[Abbildung 27.]

Als letztes Beispiel einer offenen Nymphaea caerulea-Säule aus dem neuen Reiche mag hier noch eine solche ([Abb. 26]) aus einer Abbildung aus dem Grabe des Huj zu Qurnet Murrai dienen; dieselbe ist mit Farbenangabe publicirt; man sieht daraus, wie wenig sich die ägyptischen Architektur-Maler in vielen Fällen an die natürlichen Farben hielten.

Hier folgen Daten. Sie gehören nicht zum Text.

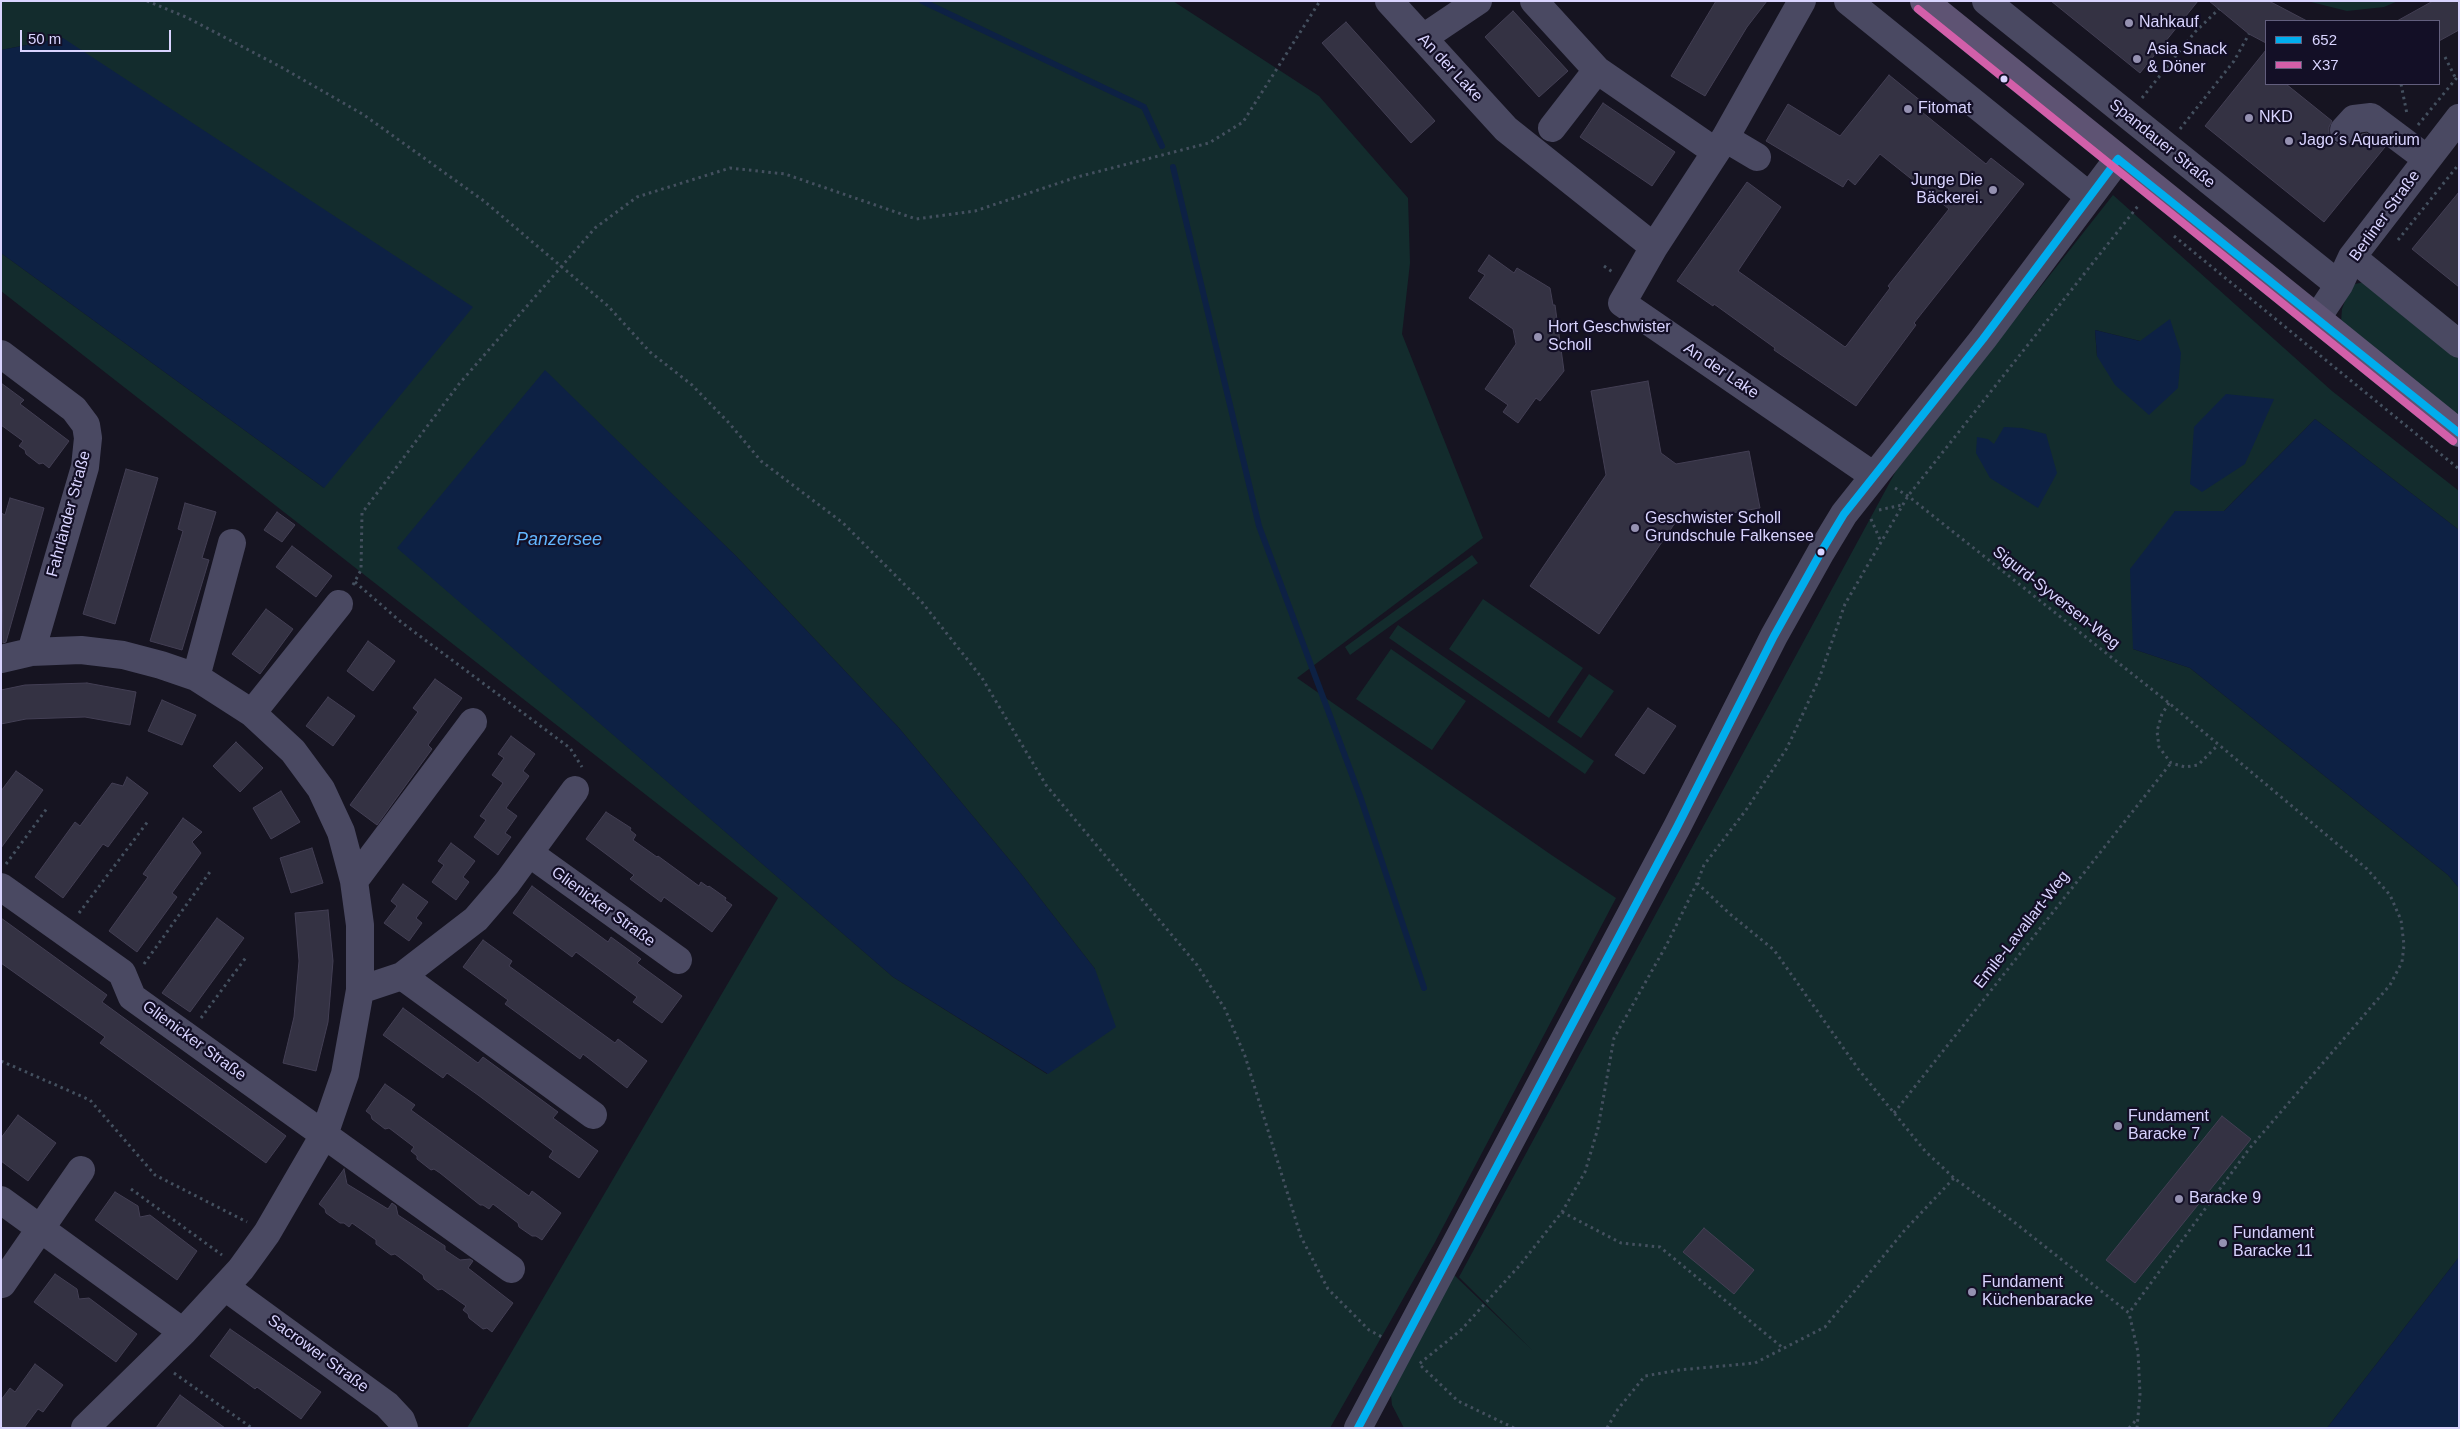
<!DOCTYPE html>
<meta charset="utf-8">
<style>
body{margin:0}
#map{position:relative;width:2460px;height:1429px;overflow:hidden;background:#161421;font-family:Helvetica,sans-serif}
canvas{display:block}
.frame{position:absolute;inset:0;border:2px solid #d9d4ff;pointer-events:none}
.legend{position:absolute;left:2265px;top:20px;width:175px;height:65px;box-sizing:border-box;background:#130f26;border:1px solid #625e7d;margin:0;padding:6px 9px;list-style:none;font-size:15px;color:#d9d4ff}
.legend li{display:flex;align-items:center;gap:10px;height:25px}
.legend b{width:25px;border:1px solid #625e7d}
.scale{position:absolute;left:20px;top:30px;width:151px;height:22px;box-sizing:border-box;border:2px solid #d9d4ff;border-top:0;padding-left:6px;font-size:15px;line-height:18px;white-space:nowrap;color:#d9d4ff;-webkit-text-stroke:4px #130f26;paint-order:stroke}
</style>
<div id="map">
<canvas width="2460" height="1429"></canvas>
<div class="frame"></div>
<ul class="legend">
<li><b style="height:6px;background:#00aded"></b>652</li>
<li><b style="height:6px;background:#d25fa9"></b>X37</li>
</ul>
<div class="scale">50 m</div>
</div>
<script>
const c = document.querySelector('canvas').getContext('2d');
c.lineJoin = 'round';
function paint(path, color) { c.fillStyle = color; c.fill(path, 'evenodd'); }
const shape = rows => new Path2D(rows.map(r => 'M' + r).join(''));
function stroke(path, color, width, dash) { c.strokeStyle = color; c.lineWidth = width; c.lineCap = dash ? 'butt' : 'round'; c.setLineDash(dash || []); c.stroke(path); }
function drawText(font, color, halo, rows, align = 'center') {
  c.font = font + ' Helvetica,sans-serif'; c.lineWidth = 4.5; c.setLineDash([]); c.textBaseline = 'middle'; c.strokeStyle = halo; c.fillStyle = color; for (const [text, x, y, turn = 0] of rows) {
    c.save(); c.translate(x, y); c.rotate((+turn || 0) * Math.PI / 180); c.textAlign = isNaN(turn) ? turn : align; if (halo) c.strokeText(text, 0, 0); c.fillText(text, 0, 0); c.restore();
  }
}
paint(shape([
 [1,1,1173,1,1319,96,1408,198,1410,263,1402,334,1483,538,1297,678,1550,854,1616,898,1434,1244,1330,1428,467,1428,778,898,1,291,1,253,324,488,63,38,1,50],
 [545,371,736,556,899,728,1018,870,1095,969,1047,1074,893,977,398,548],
 [2307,1,2398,1,2384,7,2347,11],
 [2113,195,2332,391,2459,491,2459,530,2315,419,2224,511,2175,511,2133,649,2190,668,2448,875,2459,888,2459,1257,2327,1428,1404,1428,1392,1405,1390,1385,1452,1273,1532,1350,1459,1277,1897,469],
 [2095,330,2140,341,2097,356],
 [2364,282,2459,354,2459,417,2341,322,2342,309,2349,290,2355,284],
 [1472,555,1478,563,1350,655,1345,647],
 [1483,599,1583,668,1549,718,1449,649],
 [1398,625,1594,761,1585,774,1389,638],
 [1391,649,1466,701,1432,750,1356,699],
 [1589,674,1614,691,1581,738,1557,722]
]), '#132c2d');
paint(shape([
 [63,38,473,307,324,488,1,253,1,50],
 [2170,319,2181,353,2178,388,2149,415,2115,385,2097,356,2095,330,2140,341],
 [545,370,736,556,899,728,1018,870,1095,969,1116,1027,1048,1074,893,977,397,548],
 [2226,394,2274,399,2245,464,2202,492,2190,484,2194,427],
 [2315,419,2459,530,2459,888,2448,875,2190,668,2133,649,2130,569,2175,511,2224,511],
 [2004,427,2022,428,2046,434,2057,473,2038,508,1990,478,1976,453,1977,437,1988,439,1994,444],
 [2459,1257,2459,1428,2327,1428]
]), '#0d2144');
stroke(shape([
 [922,1,1144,107,1162,146],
 [1173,167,1259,526,1360,796,1424,988]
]), '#0d2144', 6);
const building = shape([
 [1716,1,1767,1,1747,27,1705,96,1671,76,1716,1],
 [2051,1,2198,1,2140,73,2051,1],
 [2209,1,2269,1,2307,21,2266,21,2266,43,2249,34,2209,1],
 [2433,1,2459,1,2459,30,2439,41,2439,21,2397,21,2433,1],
 [1513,11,1568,71,1539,97,1485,37,1513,11],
 [1346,22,1435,121,1411,143,1322,43,1346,22],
 [2266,50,2266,84,2286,84,2332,121,2329,127,2329,134,2334,142,2341,145,2348,145,2362,134,2367,133,2385,147,2324,222,2205,126,2266,50],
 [1889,75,1922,102,1917,108,1986,164,1991,158,2024,184,1914,323,1916,325,1856,406,1774,350,1775,348,1714,304,1713,306,1677,281,1747,182,1781,207,1738,271,1845,347,1847,345,1890,288,1888,286,1949,209,1880,154,1855,185,1848,179,1843,187,1766,141,1788,104,1840,136,1889,75],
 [1603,103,1675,152,1652,186,1580,137,1603,103],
 [2459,192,2459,287,2412,249,2459,192],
 [1489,255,1514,273,1517,268,1550,288,1553,305,1555,305,1564,371,1540,401,1536,398,1518,423,1503,412,1508,405,1485,389,1516,344,1513,329,1469,298,1485,275,1478,271,1489,255],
 [1648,381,1661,453,1676,464,1749,451,1760,508,1675,523,1599,634,1530,586,1606,475,1591,391,1648,381],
 [1,383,24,400,20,404,69,441,49,468,43,463,39,464,26,454,25,450,19,446,23,441,1,425,1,383],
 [126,469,158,478,115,624,83,614,126,469],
 [10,498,44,508,6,642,3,643,1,513,5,515,10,498],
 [185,503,216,512,202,558,209,560,182,650,150,641,183,531,178,529,185,503],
 [277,512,295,525,282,542,264,530,277,512],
 [292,546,332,576,316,597,276,567,292,546],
 [266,609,293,629,260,674,232,654,266,609],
 [368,641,395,661,373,691,347,671,368,641],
 [435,679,462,698,428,745,432,749,377,825,350,805,418,712,413,708,435,679],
 [87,683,136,692,130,725,85,717,26,719,1,724,1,690,25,685,87,683],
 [328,697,355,716,333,746,306,726,328,697],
 [162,700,196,715,182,745,148,731,162,700],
 [1648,708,1676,726,1644,774,1615,755,1648,708],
 [511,736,535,754,523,771,529,776,506,808,517,816,505,833,511,837,498,855,474,837,486,820,480,816,503,783,492,775,504,758,498,754,511,736],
 [236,742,263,768,240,792,213,766,236,742],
 [16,771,43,790,1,848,1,791,16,771],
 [127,777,148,793,108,847,103,844,63,898,35,877,75,822,80,826,112,783,123,786,127,777],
 [281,791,300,822,271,839,253,808,281,791],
 [606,812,631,828,630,830,636,835,633,840,657,857,658,856,699,886,701,882,708,887,709,886,726,898,725,900,732,905,712,932,664,897,661,902,630,879,634,875,586,839,606,812],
 [183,818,202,832,192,842,201,853,172,893,177,897,137,952,109,931,148,877,143,874,183,818],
 [451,843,475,861,463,877,469,882,456,900,432,882,444,865,438,861,451,843],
 [312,848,323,883,291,893,280,858,312,848],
 [403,884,428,902,416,918,422,923,409,941,384,923,397,906,391,901,403,884],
 [532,886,608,942,611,937,641,959,637,963,682,996,662,1023,633,1002,637,997,576,952,572,957,513,913,532,886],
 [328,910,333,961,328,1022,316,1071,283,1063,294,1017,299,961,295,913,328,910],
 [1,918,107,995,102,1002,286,1136,266,1163,100,1043,105,1037,1,963,1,918],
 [217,918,244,938,190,1012,162,993,217,918],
 [483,940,512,961,509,966,615,1043,618,1039,647,1061,627,1088,583,1054,580,1059,505,1004,508,1000,463,967,483,940],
 [403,1008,478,1063,483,1057,524,1087,558,1112,553,1118,598,1151,579,1178,549,1157,553,1151,478,1095,447,1073,443,1078,383,1035,403,1008],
 [385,1084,415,1105,411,1110,529,1196,532,1191,561,1213,542,1240,536,1236,532,1236,519,1227,518,1223,493,1204,489,1209,483,1205,480,1205,440,1173,434,1169,431,1170,417,1159,417,1156,411,1151,414,1147,389,1128,385,1129,372,1119,371,1115,366,1111,385,1084],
 [18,1115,56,1143,28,1181,1,1161,1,1138,18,1115],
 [2222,1116,2251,1139,2135,1283,2106,1260,2222,1116],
 [344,1169,347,1184,388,1209,392,1203,396,1206,398,1215,445,1246,445,1250,460,1260,470,1259,473,1261,468,1268,513,1303,492,1332,487,1328,483,1329,469,1318,468,1314,463,1310,466,1306,442,1289,438,1290,424,1279,423,1275,395,1254,391,1255,376,1244,376,1240,352,1223,349,1227,344,1223,340,1223,326,1213,325,1209,319,1204,344,1169],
 [115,1192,138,1206,140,1217,150,1215,197,1251,177,1280,95,1220,115,1192],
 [1704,1228,1754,1270,1734,1294,1683,1252,1704,1228],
 [55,1274,77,1289,79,1299,89,1298,137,1334,116,1362,34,1302,55,1274],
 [230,1329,321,1392,301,1419,257,1387,255,1389,210,1356,230,1329],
 [35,1364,63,1385,43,1412,38,1409,24,1428,1,1428,1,1400,10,1388,15,1392,35,1364],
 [180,1395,225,1428,156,1428,180,1395]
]);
paint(building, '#343243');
stroke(building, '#433f54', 1);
stroke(shape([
 [147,1,186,17,281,67,364,115,484,201,608,306,650,352,692,385,729,423,761,461,843,523,921,601,982,678,1046,785,1197,965,1225,1009,1245,1056,1301,1237,1328,1289,1369,1330,1382,1337],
 [2270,2,2270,1],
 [2445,57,2456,79],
 [2401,84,2407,114],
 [2142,98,2195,32,2219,9],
 [2418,125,2459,75],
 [2180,129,2234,61,2249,34],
 [2174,236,2459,469],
 [2398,240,2459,164],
 [1604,266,1614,273],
 [1895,488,1908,496,2169,703,2367,869,2390,895,2401,920,2404,945,2402,962,2390,985,2249,1149,2129,1313],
 [1879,510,1902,505],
 [1871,519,1881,542],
 [355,582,401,622,570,748,582,767],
 [353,585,361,570,362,513,459,384,595,228,637,197,730,168,785,174,916,219,975,211,1077,177,1209,143,1243,122,1320,1],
 [2169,703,2162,714,2157,731,2159,747,2171,763,2185,767,2198,765,2218,745],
 [6,864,48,807],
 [79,913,149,820],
 [144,964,212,869],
 [201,1018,247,956],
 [1,1061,90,1100,155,1175,247,1222],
 [1894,1113,2171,763],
 [131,1189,222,1255],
 [1562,1212,1621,1243,1660,1247,1783,1348],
 [174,1373,252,1428],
 [1514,1428,1458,1401,1419,1364,1461,1330,1520,1265,1562,1212,1585,1172,1598,1128,1614,1038,1667,944,1697,883],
 [1607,1428,1618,1409,1645,1376,1679,1370,1755,1363,1825,1327,1904,1231,1954,1178],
 [2129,1428,2137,1419],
 [2137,1428,2140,1394,2138,1352,2129,1313,2014,1222,1954,1178,1925,1151,1859,1070,1774,950,1730,914,1697,883,1704,865,1746,810,1787,748,1819,679,1845,604,1908,496,2138,206]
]), '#44505f', 3, [2.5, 4]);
stroke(shape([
 [1389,1,1506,129,1654,247],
 [1534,1,1597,70,1716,152],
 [1802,1,1725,138,1654,247,1622,303,1874,476],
 [1848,1,2089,196],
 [1986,1,2339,285],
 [1423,38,1478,1],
 [1552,128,1597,70],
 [2344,130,2354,119,2371,117,2427,159],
 [1725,138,1757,157],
 [2352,257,2459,344],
 [2317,318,2339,285,2352,257,2459,118],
 [1,354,74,409,86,425,88,438,85,467,31,652],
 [1,659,31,652,81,650,123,655,161,665,196,677,252,713,293,751,321,789,341,832,354,881,360,925,360,990,345,1074,324,1135,267,1233,241,1269,183,1332,85,1428],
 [196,677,232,543],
 [252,713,339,604],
 [529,853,678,960],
 [354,881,473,722],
 [1,887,122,973,132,997,511,1269],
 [402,976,593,1115],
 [360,990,402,976,476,919,507,883,575,790],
 [1,1200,183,1332],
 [2,1284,81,1170],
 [225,1287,387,1405,401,1420,404,1428],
 [1358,1428,1677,827,1774,636,1821,552,1844,514,1983,339,2118,159]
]), '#4a4962', 28);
stroke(shape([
 [1924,1,2459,433]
]), '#5e5373', 28);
stroke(shape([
 [2118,159,2459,433],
 [1358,1428,1677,827,1774,636,1821,552,1844,514,1983,339,2118,159]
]), '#00aded', 8);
stroke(shape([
 [1918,9,2453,441]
]), '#d25fa9', 8);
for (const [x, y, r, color] of [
 [2129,23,5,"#9591b1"],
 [2137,59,5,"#9591b1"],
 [2004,79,4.5,"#d9d4ff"],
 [1908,109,5,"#9591b1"],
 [2249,118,5,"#9591b1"],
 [2289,141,5,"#9591b1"],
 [1993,190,5,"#9591b1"],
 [1538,337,5,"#9591b1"],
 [1635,528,5,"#9591b1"],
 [1821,552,4.5,"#d9d4ff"],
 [2118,1126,5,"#9591b1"],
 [2179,1199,5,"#9591b1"],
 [2223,1243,5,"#9591b1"],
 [1972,1292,5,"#9591b1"]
]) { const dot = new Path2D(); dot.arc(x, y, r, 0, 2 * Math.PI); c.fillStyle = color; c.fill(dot); stroke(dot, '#130f26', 2); }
drawText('16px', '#d9d4ff', '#130f26', [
 ["Nahkauf",2139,23],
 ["Asia Snack",2147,50],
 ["& Döner",2147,68],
 ["Fitomat",1918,109],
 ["NKD",2259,118],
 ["Jago´s Aquarium",2299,141],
 ["Junge Die",1983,181,"right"],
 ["Bäckerei.",1983,199,"right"],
 ["Hort Geschwister",1548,328],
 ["Scholl",1548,346],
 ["Geschwister Scholl",1645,519],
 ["Grundschule Falkensee",1645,537],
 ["Fundament",2128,1117],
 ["Baracke 7",2128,1135],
 ["Baracke 9",2189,1199],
 ["Fundament",2233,1234],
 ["Baracke 11",2233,1252],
 ["Fundament",1982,1283],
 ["Küchenbaracke",1982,1301]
], 'left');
drawText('16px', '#d9d4ff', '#130f26', [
 ["An der Lake",1450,68,47],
 ["Spandauer Straße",2162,144,39],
 ["Berliner Straße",2385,216,-54],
 ["An der Lake",1721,371,34],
 ["Fahrländer Straße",69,514,-75],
 ["Sigurd-Syversen-Weg",2056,598,38],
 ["Glienicker Straße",603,907,36],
 ["Emile-Lavallart-Weg",2022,930,-52],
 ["Glienicker Straße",194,1041,36],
 ["Sacrower Straße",318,1354,36]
]);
drawText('italic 18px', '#62b6ff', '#130f26', [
 ["Panzersee",559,540]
]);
</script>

Hiermit ist die Reihe der Beispiele natürlich noch nicht erschöpft, auch in etwas späterer Zeit kommt das offene Nymphaea caerulea-Kapitell noch vor, z. B. in der bereits oben bei Nymphaea Lotus citirten Bouquetsäule aus dem Grabe des Sen-nudem in der 20. Dyn.[28]; später jedoch scheint es ausser Mode gekommen zu sein. Aus der Spätzeit ist mir wenigstens kein Beispiel bekannt, wenn man nicht die schon oben erwähnten Säulentrommeln ([Abb. 27]) vom Arsnuphistempel auf Philae hierher rechnen will, welche Nymphaea caerulea als Blüthe und Knospe auf den dreifachen Zwischenstengeln zeigen.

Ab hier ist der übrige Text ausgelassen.